Wednesday, July 6, 2016
After a long drive in Morfor's new Ford, we had reached the mountains, humongous slabs of bare rock jutting into the clear blue sky, with only sparse brush covering the top halves. Villages crept up the mountains as far as the trees did, as we wended our way through an ever rising road. We'd often spot single homes far up the rock, and Morfor's would wonder how they got water up there. We spotted a structure far up a mountain, it was the entrance to the caves! The caves were flanked by the inevitable cafe and gift store. The gift store, however, was filled with minerals, far below the cost in Portsmouth, so Max picked a few choice pieces. Prices in general were cheaper than prices in the states. While we waited for the tour to begin, I tried to remember our trip here nine years ago, but surprise surprise, the details were a bit foggy. Finally we were off! After a long, man made tunnel, we stepped into the immense cavern and a sense of awe washed over us. No one spoke for a god minute. I chose not to speak at all, and try to take it all in. The beauty within was greater than any human could ever produce. Sweeping expanses of stone here, tiny bubbles of rock in this corner, a group of stalactites surrounding the hole where the bats roost, monstrous stalagmites, looking like melted rocks heaped on top of each other, but the coup de gras to me was a giant stalagmite by the side of the cave. This structure was reminiscent of early Yes album covers. Bulbous pools of rock spilled over in hundreds of tiny rock rivers to the pool below, and spilled yet again, over and over. A huge dome of rock sprouting out the side formed a helmet-like structure with many small rivers flowing down its face. All this was on the ground floor! As we walked deeper, we discovered more and more features. Up above was the natural cave entrance, the rusty gate barring it covered with graffiti. When it was time to go we climbed into the Ford and struck forth to new adventures. Maybe this blog will help me remember better this time.
Thursday, June 30, 2016
From Morfor's living room, on a clear day, you can see a large "mountain" seemingly jutting right out of the sea. Unbeknownst to me, one of our trips led us right to the base of it. The landscape of the area around us is arid. Sure, in the various "urbanizations," due to frequent watering, there is lush foliage. Elsewhere there are tufts of pointy grasses clinging to barren hills, very large hills! There are very large hills everywhere, most of them tiered for agriculture, others tiered, but crumbling and abandoned, and still others, usually the largest, pointing straight up in the sky, covered with chain link fencing, so that boulders won't tumble down onto the roads. The roads snake and rise and fall by the coast, leading to stunning views of the Mediteranean at one turn, and picturesque villages clinging to the hillside on the next. After several kilometers, we see the giant rock looming in front of us. "Calpe," as all the tourists call it, however it's real name is Peñon de I'fach, the massive cliff faces the town below it. We stopped in a shop for coffee right at it's base, and saw that it was connected to the land. I would call it bare, white, rock, other than the obligatory spiky grass clumps cling to the side, seemingly defying gravity. It's immensity dwarfs the buildings below us. You can actually climb to the top?! It is closed however for repair. Anna, who has done the climb mentions a dank tunnel, as well as a very narrow cliff walk, sans guardrail, with an 80 meter fall for the unlucky. We were happy to gaze at it's immensity for an hour or so, before heading out on our next adventure.

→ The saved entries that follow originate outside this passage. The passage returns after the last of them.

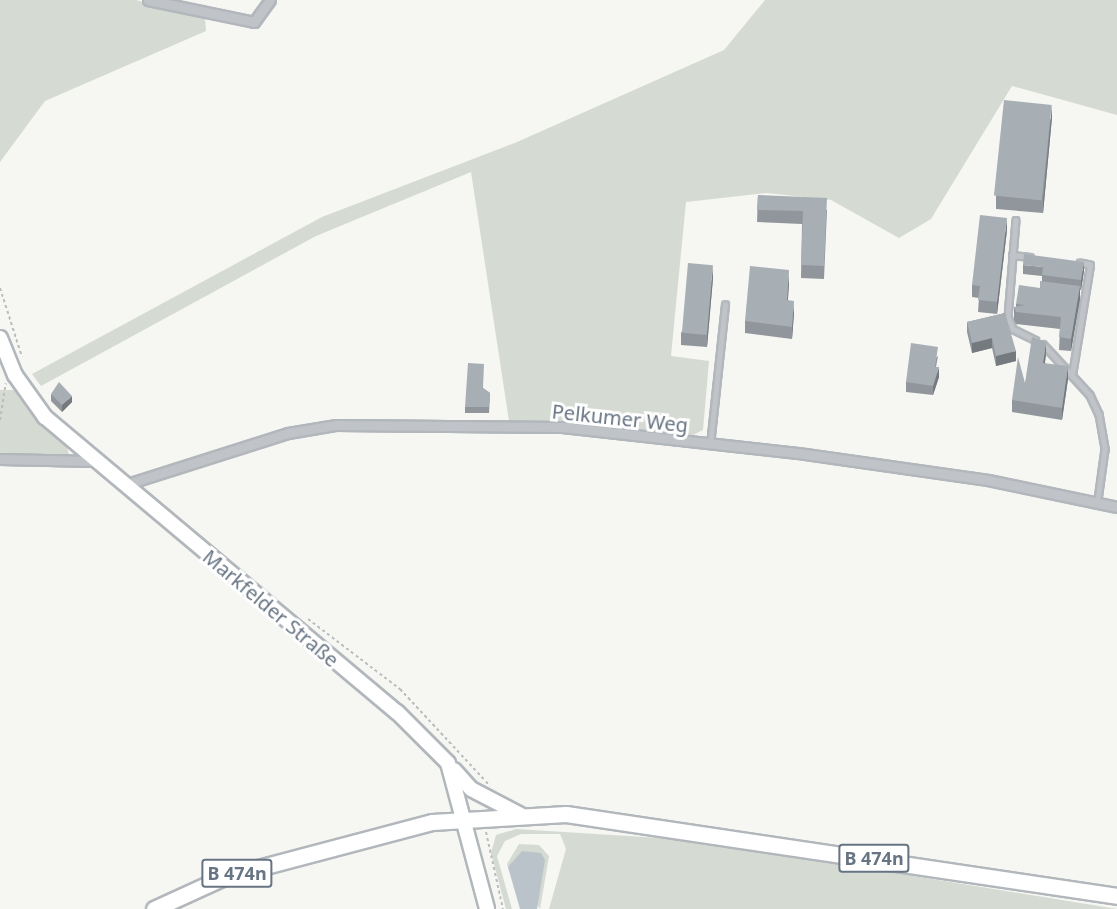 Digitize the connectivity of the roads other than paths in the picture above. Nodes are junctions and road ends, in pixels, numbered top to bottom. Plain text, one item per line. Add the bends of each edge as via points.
1 (148, 0) edge
2 (270, 0) edge
3 (1016, 220) dead end
4 (1012, 255) junction
5 (1034, 258) edge
6 (1068, 262) edge
7 (1008, 285) junction
8 (1019, 287) edge
9 (1076, 293) edge
10 (1087, 295) junction
11 (724, 304) dead end
12 (0, 338) edge
13 (1072, 375) junction
14 (710, 445) junction
15 (0, 459) edge
16 (94, 461) junction
17 (124, 485) junction
18 (1098, 500) junction
19 (1117, 507) edge
20 (448, 763) junction
21 (521, 816) junction
22 (462, 818) junction
23 (1117, 896) edge
24 (154, 909) edge
25 (487, 909) edge

1 - 2 street via 254,22
3 - 4 lane
4 - 5 lane
4 - 7 lane
6 - 10 lane via 1090,265
7 - 8 lane
7 - 13 lane via 1012,327 1043,344
9 - 10 lane
10 - 13 lane
11 - 14 lane
12 - 16 street, Markfelder Straße via 15,375 45,417
13 - 18 lane via 1099,414 1105,449
14 - 17 street, Pelkumer Weg via 562,427 336,425 288,433
14 - 18 street, Pelkumer Weg via 798,453
15 - 16 street
16 - 17 street, Markfelder Straße
17 - 20 street, Markfelder Straße via 397,712
18 - 19 street, Pelkumer Weg
20 - 21 street, Markfelder Straße via 471,789
20 - 22 street
21 - 22 main road, B 474n
21 - 23 main road, B 474n via 630,820
22 - 24 main road, B 474n via 294,855 224,877
22 - 25 street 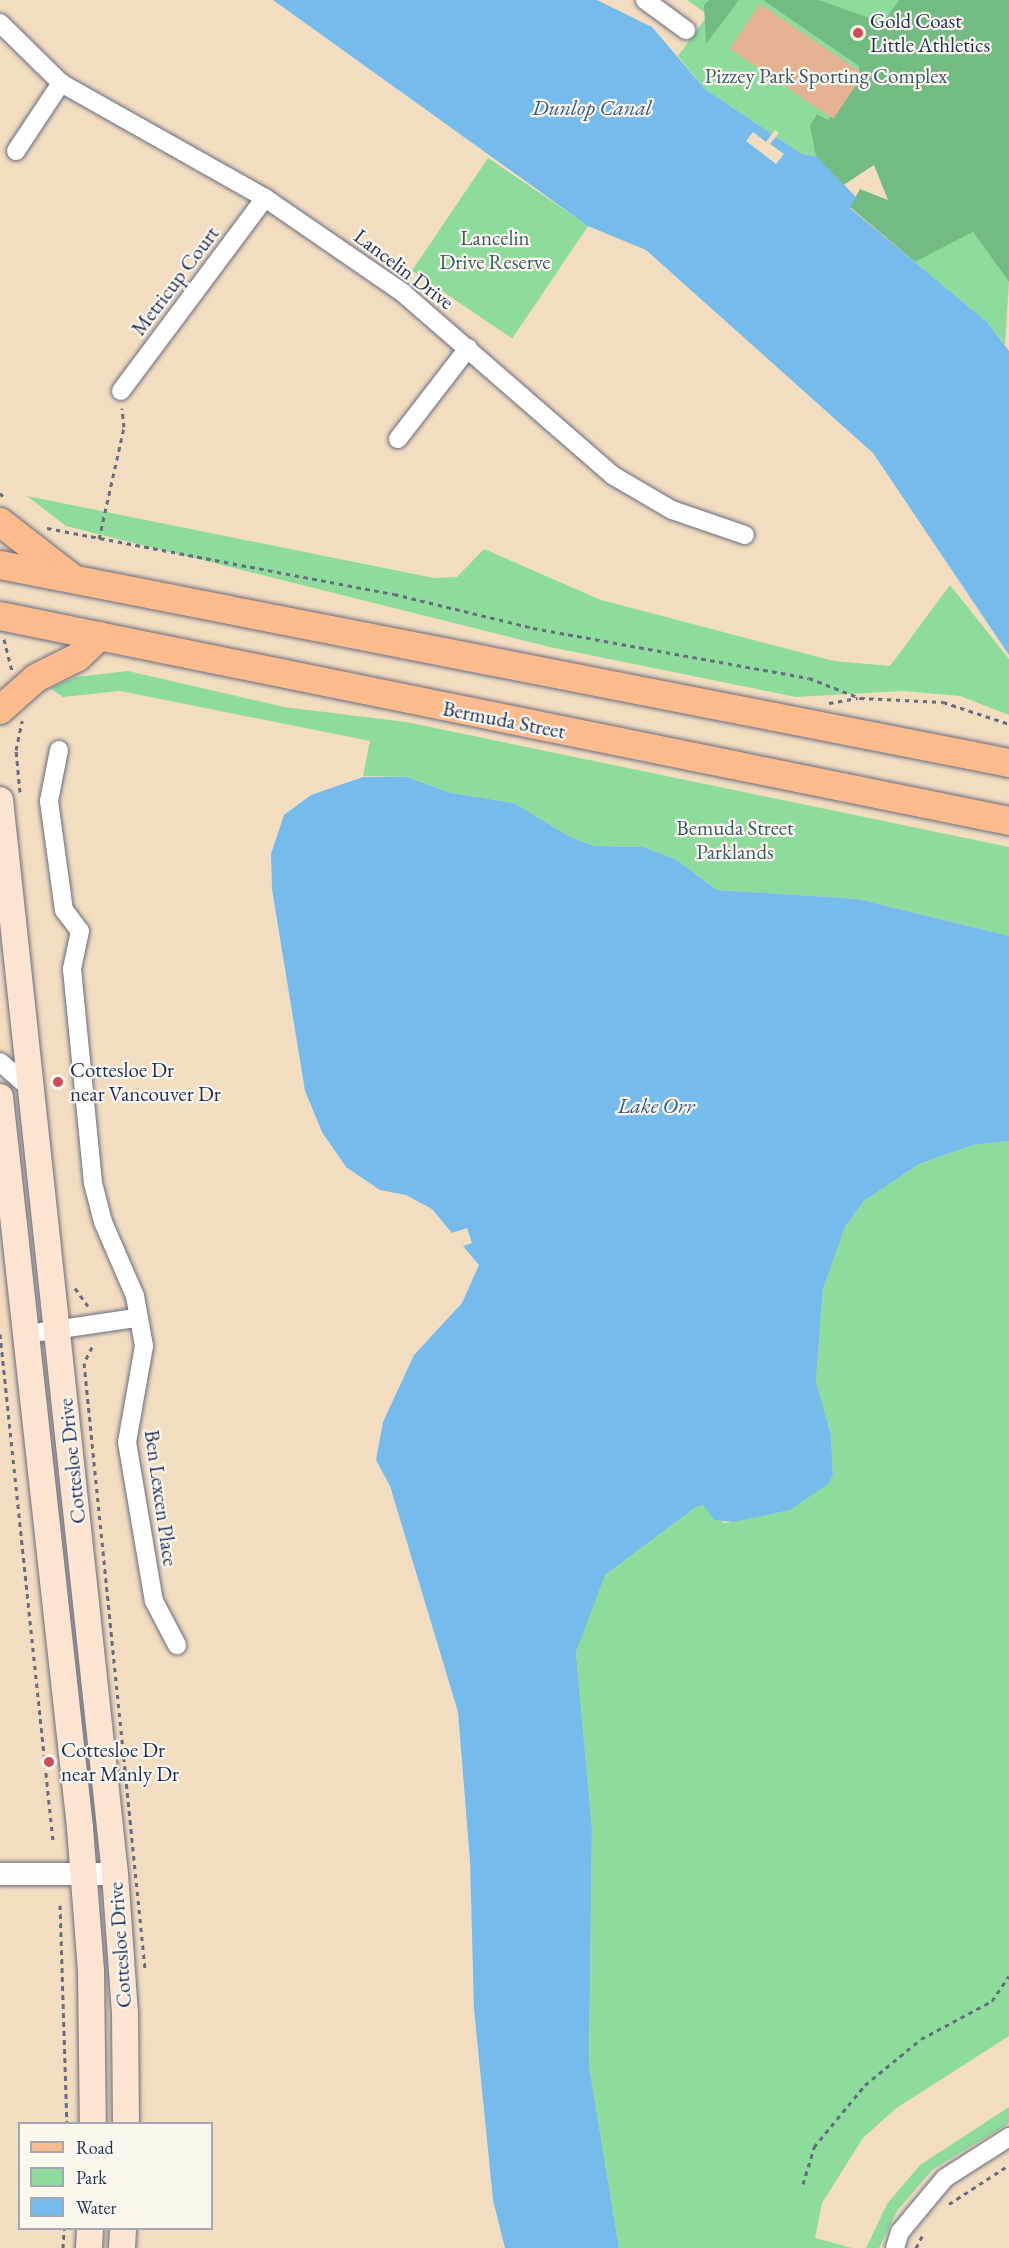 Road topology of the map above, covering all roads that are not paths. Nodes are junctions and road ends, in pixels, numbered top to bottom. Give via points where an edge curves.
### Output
1 (645, 0) edge
2 (0, 23) edge
3 (687, 30) dead end
4 (61, 83) junction
5 (16, 151) dead end
6 (265, 198) junction
7 (468, 348) junction
8 (121, 391) road end
9 (398, 439) dead end
10 (0, 522) edge
11 (745, 535) dead end
12 (0, 565) edge
13 (72, 578) junction
14 (2, 627) edge
15 (100, 636) junction
16 (0, 710) edge
17 (59, 750) dead end
18 (1009, 763) edge
19 (0, 800) edge
20 (1009, 821) edge
21 (0, 1062) edge
22 (31, 1089) junction
23 (1, 1107) edge
24 (135, 1318) junction
25 (58, 1330) junction
26 (27, 1334) junction
27 (177, 1645) dead end
28 (0, 1874) edge
29 (85, 1874) junction
30 (115, 1874) junction
31 (93, 2122) edge
32 (126, 2122) edge
33 (1009, 2137) edge
34 (90, 2230) edge
35 (123, 2230) edge
36 (89, 2248) edge
37 (122, 2248) edge
38 (895, 2248) edge

1 - 3 street
2 - 4 street, Lancelin Drive
4 - 5 street
4 - 6 street, Lancelin Drive
6 - 7 street, Lancelin Drive via 403,293
6 - 8 street, Metricup Court
7 - 9 street
7 - 11 street, Lancelin Drive via 612,475 672,510
10 - 13 main road
12 - 13 main road
13 - 18 main road
14 - 15 main road, Bermuda Street
15 - 16 main road via 78,657 36,678
15 - 20 main road, Bermuda Street
17 - 24 street, Ben Lexcen Place via 49,801 64,910 80,931 72,969 93,1183 103,1222 130,1278
19 - 22 main road, Cottesloe Drive
21 - 22 street
22 - 25 main road, Cottesloe Drive
23 - 26 main road, Cottesloe Drive
24 - 25 street
24 - 27 street, Ben Lexcen Place via 144,1346 127,1442 154,1601
25 - 26 street
25 - 30 main road, Cottesloe Drive
26 - 29 main road, Cottesloe Drive
28 - 29 street
29 - 30 street
29 - 31 main road, Cottesloe Drive
30 - 32 main road, Cottesloe Drive
33 - 38 street via 945,2178 900,2232
34 - 36 main road
35 - 37 main road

Morfar loves excursions and he had found us this amazing beach nestled below some steep cliffs. The road to get there was windy with stunning views of the Mediterranean. Not for faint hearted to drive there. once we got there we were well rewarded with a stunning beach, coves and pebbled beach!
The moors ruled the Spanish peninsula for more than 700 years. They where good rulers, tolerant ones and they allowed all religions to flourish underneath them. Eventually the Catholic Church rallied enough troops together to get the moors overturned and run out of the country. This event is celebrated all over Spain in a festival calls Moors vs Christians. The festival includes let's of parades, all the different armies and moorish tribes marches in the parades. It is usually includes re enactments of the great battles and lots of fireworks of course. We got lucky that the small city of Rojales celebrated their moors vs Christian festival while we where here, Rojales is a small City with a population of 18000 people of them 9000 comes from Britain. That does not stop the city from going all out in their festival celebrating. All the Spanish ladies gets all decked out in their nicest dresses. The kids hairs gets water combed in place. The Spanish even has a word for us "ill dressed" foreigners. The call us " blab bla bla" We went to Rojales twice, first for the Flwer parade, then back for the solemn parade in honor of San Pedro .
Monday, June 27, 2016
We made it to the market for the obligatory Churros feast!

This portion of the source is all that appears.